Vanessa tetap tidak bisa bahkan dia menolak keras hal tersebut, dia akan lakukan apapun untuk bisa melahirkan anak keempatnya, dia akan berjuang hingga akhir, meski pada akhirnya dia harus mengorbankan nyawanya.
Ratu Vanessa sebenarnya sudah sakit keras dua tahun lalu, dan dia masih dalam masa pengobatan, tapi siapa sangka dia malah mengandung anak keempatnya.
Namun di bulan kedua kehamilannya, tiba-tiba saja dia pingsan dengan darah yang keluar dari hidungnya, raja sangat panik saat itu, dia segera memerintahkan pelayan untuk segera memanggil dokter kerajaan, dia mengangkat tubuh lemah ratu Vanessa, dan segera membawanya ke kamar, wajah cantiknya seketika memucat.
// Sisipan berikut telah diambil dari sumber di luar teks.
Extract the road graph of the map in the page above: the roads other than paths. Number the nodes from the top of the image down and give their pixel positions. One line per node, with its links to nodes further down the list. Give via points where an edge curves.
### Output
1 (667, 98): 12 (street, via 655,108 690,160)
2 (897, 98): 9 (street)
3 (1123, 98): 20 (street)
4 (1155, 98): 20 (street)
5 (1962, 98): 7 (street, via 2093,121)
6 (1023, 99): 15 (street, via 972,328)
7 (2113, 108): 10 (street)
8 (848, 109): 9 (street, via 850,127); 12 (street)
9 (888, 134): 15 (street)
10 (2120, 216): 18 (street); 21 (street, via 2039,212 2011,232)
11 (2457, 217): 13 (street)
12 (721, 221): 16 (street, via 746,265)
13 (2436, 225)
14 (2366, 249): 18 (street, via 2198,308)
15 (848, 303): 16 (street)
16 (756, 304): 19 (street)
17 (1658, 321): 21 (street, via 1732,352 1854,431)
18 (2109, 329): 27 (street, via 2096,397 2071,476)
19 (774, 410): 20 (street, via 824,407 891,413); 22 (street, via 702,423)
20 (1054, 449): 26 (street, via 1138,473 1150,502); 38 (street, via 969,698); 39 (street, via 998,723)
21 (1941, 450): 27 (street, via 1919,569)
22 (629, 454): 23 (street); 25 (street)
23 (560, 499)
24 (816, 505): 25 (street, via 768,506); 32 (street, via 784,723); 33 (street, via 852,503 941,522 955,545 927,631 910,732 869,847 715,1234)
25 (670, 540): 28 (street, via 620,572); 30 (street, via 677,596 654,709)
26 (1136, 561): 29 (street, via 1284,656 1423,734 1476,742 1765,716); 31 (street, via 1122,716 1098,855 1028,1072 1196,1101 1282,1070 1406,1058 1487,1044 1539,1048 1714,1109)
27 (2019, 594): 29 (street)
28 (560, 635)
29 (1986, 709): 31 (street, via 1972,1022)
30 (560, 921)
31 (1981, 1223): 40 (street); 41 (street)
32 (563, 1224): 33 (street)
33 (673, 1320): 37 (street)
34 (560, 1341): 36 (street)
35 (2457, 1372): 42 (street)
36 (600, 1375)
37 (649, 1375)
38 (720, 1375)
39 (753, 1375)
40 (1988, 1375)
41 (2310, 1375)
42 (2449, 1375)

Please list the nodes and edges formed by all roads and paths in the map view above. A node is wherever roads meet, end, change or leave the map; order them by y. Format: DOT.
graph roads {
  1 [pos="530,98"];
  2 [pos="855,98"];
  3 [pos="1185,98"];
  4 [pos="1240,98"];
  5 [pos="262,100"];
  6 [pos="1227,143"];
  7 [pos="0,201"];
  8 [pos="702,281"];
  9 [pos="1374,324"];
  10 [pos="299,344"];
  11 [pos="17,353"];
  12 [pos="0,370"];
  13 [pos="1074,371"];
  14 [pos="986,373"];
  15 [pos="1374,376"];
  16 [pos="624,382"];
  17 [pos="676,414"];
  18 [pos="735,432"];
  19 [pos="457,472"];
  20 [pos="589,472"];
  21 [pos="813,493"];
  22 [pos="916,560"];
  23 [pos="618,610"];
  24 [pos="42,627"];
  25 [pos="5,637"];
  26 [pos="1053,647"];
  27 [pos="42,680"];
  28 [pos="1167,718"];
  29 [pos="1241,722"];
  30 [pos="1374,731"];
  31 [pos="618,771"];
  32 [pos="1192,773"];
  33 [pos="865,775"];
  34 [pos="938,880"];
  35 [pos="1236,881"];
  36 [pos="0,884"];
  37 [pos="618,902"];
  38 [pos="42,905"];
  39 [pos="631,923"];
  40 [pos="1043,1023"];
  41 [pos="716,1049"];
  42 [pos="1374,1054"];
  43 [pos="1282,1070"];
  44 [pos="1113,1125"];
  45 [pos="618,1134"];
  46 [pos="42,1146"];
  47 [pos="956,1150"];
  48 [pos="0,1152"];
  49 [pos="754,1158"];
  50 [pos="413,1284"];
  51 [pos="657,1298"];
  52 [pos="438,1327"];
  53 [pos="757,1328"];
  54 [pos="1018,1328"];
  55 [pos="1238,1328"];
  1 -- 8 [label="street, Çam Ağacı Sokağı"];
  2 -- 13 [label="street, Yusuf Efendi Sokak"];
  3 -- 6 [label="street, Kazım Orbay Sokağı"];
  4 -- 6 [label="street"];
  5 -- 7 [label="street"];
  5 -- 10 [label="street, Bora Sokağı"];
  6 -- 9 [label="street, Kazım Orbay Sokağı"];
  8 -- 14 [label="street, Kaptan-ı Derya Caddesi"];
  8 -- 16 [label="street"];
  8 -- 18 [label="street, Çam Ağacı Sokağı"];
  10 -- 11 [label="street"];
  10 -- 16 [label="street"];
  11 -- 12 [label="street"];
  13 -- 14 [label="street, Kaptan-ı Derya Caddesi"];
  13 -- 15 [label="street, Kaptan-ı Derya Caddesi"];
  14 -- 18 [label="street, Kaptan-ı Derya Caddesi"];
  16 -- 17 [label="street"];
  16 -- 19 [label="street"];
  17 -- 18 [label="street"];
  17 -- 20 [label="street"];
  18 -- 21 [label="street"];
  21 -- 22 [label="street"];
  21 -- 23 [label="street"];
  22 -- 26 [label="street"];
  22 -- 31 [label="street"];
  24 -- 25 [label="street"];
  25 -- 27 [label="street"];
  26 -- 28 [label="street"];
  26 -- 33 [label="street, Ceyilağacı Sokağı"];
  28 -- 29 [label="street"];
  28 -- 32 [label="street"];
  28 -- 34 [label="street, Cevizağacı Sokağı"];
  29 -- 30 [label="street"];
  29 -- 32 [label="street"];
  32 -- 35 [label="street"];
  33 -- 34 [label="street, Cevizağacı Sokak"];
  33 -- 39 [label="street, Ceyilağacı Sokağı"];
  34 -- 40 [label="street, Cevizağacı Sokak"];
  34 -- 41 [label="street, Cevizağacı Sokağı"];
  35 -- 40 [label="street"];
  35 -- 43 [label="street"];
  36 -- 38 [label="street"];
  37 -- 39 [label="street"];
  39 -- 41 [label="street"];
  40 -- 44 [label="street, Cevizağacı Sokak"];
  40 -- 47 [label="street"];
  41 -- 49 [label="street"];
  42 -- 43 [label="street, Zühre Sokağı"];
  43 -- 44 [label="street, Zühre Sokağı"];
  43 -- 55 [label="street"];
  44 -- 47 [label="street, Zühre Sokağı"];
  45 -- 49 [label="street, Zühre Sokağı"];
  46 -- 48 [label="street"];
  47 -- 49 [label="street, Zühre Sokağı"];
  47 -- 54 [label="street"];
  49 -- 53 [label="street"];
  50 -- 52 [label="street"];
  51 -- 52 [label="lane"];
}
Entah kabar seperti apa yang akan mereka dengar, dan bagaimana keadaannya yang akan tersampaikan oleh dokter tersebut, yang hanya bisa mereka lakukan saat ini adalah mendoakan keselamatan ratu Vanessa.
Benedict sangat gusar, melihat betapa pucatnya wajah sang istri, hati dan pikirannya menjadi tidak tenang. Ketiga putranya juga ingin tahu keadaan ibunda mereka, bahkan pangeran Arthur tidak berhenti menangis dipelukan pangeran Noah, semua menunggu kabar ratu Vanessa didepan kamarnya. Raja Benedict berjalan kesana kemari, berharap tidak terjadi hal buruk pada istrinya.
Rafael hanya diam duduk di samping Noah yang sedang menenangkan Arthur, mereka berdua sudah terlihat dewasa dalam menanggapi masalah ini, Vanessa telah mengajarkan dengan baik kepada ketiga putranya, hanya Arthur saja, karena dia masih terlalu dini, tapi ratu Vanessa yakin ketiganya akan menjadi pangeran yang banyak dikagumi banyak orang.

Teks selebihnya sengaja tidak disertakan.